Defect Correction Method for Confined Microrobot Drag#
A domain-decomposition method that couples a regularised Stokeslet BEM (near-field body drag) with an LBM (far-field vessel wall interaction) via immersed boundary force spreading and analytical free-space subtraction.
1. Algorithm#
Pipeline#
For each unit motion (3 translations + 3 rotations → 6×6 resistance matrix):
1. BEM body-only solve:
A·f₀ = u_body → free-space traction f₀
F₀, T₀ = ∫ f₀ dA → free-space drag (column of R_free)
2. Iterative defect correction (until convergence):
a. IB force spreading:
F_k = f_n · w_k → point forces at BEM surface nodes
g(x) = Σ_k F_k · δ_h(x-X_k) → Eulerian force field (Peskin 4-pt delta)
b. Walled LBM:
Run LBM with Guo forcing g(x), pipe bounce-back, open axial BCs
Warm-start from previous state (200 steps sufficient after initial 500)
→ velocity field u_walled(x)
c. Multi-radius wall correction:
For R_eval in [1.25a, 1.3a, 1.5a, 1.7a, 2.0a, 2.5a, 3.0a]:
Sample u_walled at eval sphere via IB interpolation
Compute u_freespace = BEM Stokeslet integral (analytical, exact)
Δu(R_eval) = mean_over_sphere(u_walled - u_freespace)
d. Polynomial extrapolation:
Fit Δu(R) = c₀ + c₁(a/R) + c₂(a/R)² + c₃(a/R)³
Extrapolate: Δu_body = Δu(R=a) = c₀ + c₁ + c₂ + c₃
e. BEM re-solve with wall correction:
A·f_{n+1,raw} = u_body - Δu_body
f_{n+1} = (1-α)·f_n + α·f_{n+1,raw} (under-relaxation)
f.
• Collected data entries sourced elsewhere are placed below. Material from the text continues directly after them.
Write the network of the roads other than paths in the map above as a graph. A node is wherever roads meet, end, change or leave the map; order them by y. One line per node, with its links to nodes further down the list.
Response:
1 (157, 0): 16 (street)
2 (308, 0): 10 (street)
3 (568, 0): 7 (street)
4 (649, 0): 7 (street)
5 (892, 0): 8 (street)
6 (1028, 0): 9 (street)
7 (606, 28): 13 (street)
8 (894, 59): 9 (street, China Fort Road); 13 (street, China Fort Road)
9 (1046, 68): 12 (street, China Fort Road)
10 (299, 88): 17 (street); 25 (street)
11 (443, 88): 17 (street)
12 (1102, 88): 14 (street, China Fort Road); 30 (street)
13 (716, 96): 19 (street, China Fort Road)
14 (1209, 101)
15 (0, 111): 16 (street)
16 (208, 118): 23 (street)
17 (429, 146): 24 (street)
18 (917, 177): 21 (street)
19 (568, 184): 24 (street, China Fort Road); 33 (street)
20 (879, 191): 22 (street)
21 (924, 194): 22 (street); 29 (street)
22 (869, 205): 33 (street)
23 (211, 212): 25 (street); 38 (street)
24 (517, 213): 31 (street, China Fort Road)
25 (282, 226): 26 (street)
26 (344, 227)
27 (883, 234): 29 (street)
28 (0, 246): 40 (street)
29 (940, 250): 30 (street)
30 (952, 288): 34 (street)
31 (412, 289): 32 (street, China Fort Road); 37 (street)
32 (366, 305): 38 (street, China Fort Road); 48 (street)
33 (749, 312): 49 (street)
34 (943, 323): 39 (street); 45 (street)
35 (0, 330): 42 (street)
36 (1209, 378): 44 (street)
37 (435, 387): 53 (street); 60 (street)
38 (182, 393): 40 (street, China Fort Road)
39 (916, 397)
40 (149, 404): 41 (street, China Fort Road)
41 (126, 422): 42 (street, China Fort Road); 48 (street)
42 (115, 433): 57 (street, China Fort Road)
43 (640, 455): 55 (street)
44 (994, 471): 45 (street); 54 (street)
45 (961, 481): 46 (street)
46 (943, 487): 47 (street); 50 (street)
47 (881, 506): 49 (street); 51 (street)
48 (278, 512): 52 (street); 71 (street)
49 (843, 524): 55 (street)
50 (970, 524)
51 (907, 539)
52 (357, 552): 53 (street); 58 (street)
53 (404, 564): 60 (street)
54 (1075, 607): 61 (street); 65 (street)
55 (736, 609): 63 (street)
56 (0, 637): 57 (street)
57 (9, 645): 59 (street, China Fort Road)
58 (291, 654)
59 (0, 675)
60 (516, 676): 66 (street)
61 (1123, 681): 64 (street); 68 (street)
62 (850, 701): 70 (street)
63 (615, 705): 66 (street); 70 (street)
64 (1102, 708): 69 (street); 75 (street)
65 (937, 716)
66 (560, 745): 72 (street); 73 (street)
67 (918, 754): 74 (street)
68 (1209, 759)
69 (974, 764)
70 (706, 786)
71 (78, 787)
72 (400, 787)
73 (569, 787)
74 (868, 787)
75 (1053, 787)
Convergence check:
If |drag_{n+1} - drag_n| / |drag_n| < tol, stop.
3. Final drag = ∫ f_converged dA (column of R_confined)
Unit Conversions#
BEM traction f: Pa (N/m²) — physical
BEM weights w: m² — physical
Point force F=f·w: N — physical
LBM force: F_lu = F_phys × dt²/(ρ_phys × dx⁴)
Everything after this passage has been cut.